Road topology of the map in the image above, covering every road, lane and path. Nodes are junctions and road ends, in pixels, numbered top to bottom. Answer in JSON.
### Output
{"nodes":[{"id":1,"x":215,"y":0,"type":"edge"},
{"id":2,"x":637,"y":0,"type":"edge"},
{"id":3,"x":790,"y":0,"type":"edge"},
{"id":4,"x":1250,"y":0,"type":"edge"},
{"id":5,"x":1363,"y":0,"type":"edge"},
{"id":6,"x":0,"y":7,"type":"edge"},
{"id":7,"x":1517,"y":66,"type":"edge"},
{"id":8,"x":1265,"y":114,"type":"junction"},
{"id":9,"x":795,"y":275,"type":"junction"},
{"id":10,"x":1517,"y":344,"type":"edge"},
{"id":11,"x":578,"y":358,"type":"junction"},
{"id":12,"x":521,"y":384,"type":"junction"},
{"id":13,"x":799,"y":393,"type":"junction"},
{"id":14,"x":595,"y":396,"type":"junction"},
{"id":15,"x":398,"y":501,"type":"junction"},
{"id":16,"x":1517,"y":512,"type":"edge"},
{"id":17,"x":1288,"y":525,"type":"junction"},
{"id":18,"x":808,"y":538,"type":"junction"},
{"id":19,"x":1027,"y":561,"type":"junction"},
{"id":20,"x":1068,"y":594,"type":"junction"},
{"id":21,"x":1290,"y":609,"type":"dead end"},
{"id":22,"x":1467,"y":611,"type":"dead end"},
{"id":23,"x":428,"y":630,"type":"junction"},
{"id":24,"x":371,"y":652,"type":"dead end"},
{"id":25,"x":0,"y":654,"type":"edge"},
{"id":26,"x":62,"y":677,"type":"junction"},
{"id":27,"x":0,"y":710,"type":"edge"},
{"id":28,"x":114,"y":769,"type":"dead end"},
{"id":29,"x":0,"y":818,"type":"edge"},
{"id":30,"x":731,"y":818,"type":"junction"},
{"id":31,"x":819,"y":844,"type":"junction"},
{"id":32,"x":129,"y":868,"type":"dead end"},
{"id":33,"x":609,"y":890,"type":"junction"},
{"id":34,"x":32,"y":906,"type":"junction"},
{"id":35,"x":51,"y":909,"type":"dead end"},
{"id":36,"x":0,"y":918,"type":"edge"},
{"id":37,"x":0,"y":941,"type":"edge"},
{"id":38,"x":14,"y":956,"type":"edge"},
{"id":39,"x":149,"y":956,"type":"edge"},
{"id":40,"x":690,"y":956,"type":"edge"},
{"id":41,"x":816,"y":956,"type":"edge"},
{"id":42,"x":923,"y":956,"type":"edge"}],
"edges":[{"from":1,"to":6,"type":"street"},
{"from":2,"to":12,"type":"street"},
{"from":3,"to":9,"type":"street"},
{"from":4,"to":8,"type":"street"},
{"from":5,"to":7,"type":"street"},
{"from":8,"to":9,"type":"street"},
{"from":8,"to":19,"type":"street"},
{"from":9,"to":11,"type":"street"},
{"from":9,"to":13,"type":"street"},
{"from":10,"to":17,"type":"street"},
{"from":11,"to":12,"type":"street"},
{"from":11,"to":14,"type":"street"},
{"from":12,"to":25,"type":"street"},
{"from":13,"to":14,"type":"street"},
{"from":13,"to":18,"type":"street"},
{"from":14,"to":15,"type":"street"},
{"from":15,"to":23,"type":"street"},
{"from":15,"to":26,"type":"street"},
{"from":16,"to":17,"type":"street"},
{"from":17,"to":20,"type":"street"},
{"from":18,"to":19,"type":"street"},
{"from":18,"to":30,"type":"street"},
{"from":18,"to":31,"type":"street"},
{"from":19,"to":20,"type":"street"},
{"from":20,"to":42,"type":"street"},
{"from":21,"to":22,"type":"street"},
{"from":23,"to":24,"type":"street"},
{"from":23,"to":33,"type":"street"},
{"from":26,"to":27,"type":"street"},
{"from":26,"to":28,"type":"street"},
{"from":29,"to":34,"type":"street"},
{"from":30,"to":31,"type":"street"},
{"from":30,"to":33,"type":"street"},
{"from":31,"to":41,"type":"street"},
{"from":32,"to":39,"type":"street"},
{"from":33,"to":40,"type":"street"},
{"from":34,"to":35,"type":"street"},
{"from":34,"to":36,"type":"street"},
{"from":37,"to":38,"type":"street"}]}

....................

Exercise details:
Give back all of the data above without any alteration.

Exercise solution:
Road topology of the map in the image above, covering every road, lane and path. Nodes are junctions and road ends, in pixels, numbered top to bottom. Answer in JSON.
### Output
{"nodes":[{"id":1,"x":215,"y":0,"type":"edge"},
{"id":2,"x":637,"y":0,"type":"edge"},
{"id":3,"x":790,"y":0,"type":"edge"},
{"id":4,"x":1250,"y":0,"type":"edge"},
{"id":5,"x":1363,"y":0,"type":"edge"},
{"id":6,"x":0,"y":7,"type":"edge"},
{"id":7,"x":1517,"y":66,"type":"edge"},
{"id":8,"x":1265,"y":114,"type":"junction"},
{"id":9,"x":795,"y":275,"type":"junction"},
{"id":10,"x":1517,"y":344,"type":"edge"},
{"id":11,"x":578,"y":358,"type":"junction"},
{"id":12,"x":521,"y":384,"type":"junction"},
{"id":13,"x":799,"y":393,"type":"junction"},
{"id":14,"x":595,"y":396,"type":"junction"},
{"id":15,"x":398,"y":501,"type":"junction"},
{"id":16,"x":1517,"y":512,"type":"edge"},
{"id":17,"x":1288,"y":525,"type":"junction"},
{"id":18,"x":808,"y":538,"type":"junction"},
{"id":19,"x":1027,"y":561,"type":"junction"},
{"id":20,"x":1068,"y":594,"type":"junction"},
{"id":21,"x":1290,"y":609,"type":"dead end"},
{"id":22,"x":1467,"y":611,"type":"dead end"},
{"id":23,"x":428,"y":630,"type":"junction"},
{"id":24,"x":371,"y":652,"type":"dead end"},
{"id":25,"x":0,"y":654,"type":"edge"},
{"id":26,"x":62,"y":677,"type":"junction"},
{"id":27,"x":0,"y":710,"type":"edge"},
{"id":28,"x":114,"y":769,"type":"dead end"},
{"id":29,"x":0,"y":818,"type":"edge"},
{"id":30,"x":731,"y":818,"type":"junction"},
{"id":31,"x":819,"y":844,"type":"junction"},
{"id":32,"x":129,"y":868,"type":"dead end"},
{"id":33,"x":609,"y":890,"type":"junction"},
{"id":34,"x":32,"y":906,"type":"junction"},
{"id":35,"x":51,"y":909,"type":"dead end"},
{"id":36,"x":0,"y":918,"type":"edge"},
{"id":37,"x":0,"y":941,"type":"edge"},
{"id":38,"x":14,"y":956,"type":"edge"},
{"id":39,"x":149,"y":956,"type":"edge"},
{"id":40,"x":690,"y":956,"type":"edge"},
{"id":41,"x":816,"y":956,"type":"edge"},
{"id":42,"x":923,"y":956,"type":"edge"}],
"edges":[{"from":1,"to":6,"type":"street"},
{"from":2,"to":12,"type":"street"},
{"from":3,"to":9,"type":"street"},
{"from":4,"to":8,"type":"street"},
{"from":5,"to":7,"type":"street"},
{"from":8,"to":9,"type":"street"},
{"from":8,"to":19,"type":"street"},
{"from":9,"to":11,"type":"street"},
{"from":9,"to":13,"type":"street"},
{"from":10,"to":17,"type":"street"},
{"from":11,"to":12,"type":"street"},
{"from":11,"to":14,"type":"street"},
{"from":12,"to":25,"type":"street"},
{"from":13,"to":14,"type":"street"},
{"from":13,"to":18,"type":"street"},
{"from":14,"to":15,"type":"street"},
{"from":15,"to":23,"type":"street"},
{"from":15,"to":26,"type":"street"},
{"from":16,"to":17,"type":"street"},
{"from":17,"to":20,"type":"street"},
{"from":18,"to":19,"type":"street"},
{"from":18,"to":30,"type":"street"},
{"from":18,"to":31,"type":"street"},
{"from":19,"to":20,"type":"street"},
{"from":20,"to":42,"type":"street"},
{"from":21,"to":22,"type":"street"},
{"from":23,"to":24,"type":"street"},
{"from":23,"to":33,"type":"street"},
{"from":26,"to":27,"type":"street"},
{"from":26,"to":28,"type":"street"},
{"from":29,"to":34,"type":"street"},
{"from":30,"to":31,"type":"street"},
{"from":30,"to":33,"type":"street"},
{"from":31,"to":41,"type":"street"},
{"from":32,"to":39,"type":"street"},
{"from":33,"to":40,"type":"street"},
{"from":34,"to":35,"type":"street"},
{"from":34,"to":36,"type":"street"},
{"from":37,"to":38,"type":"street"}]}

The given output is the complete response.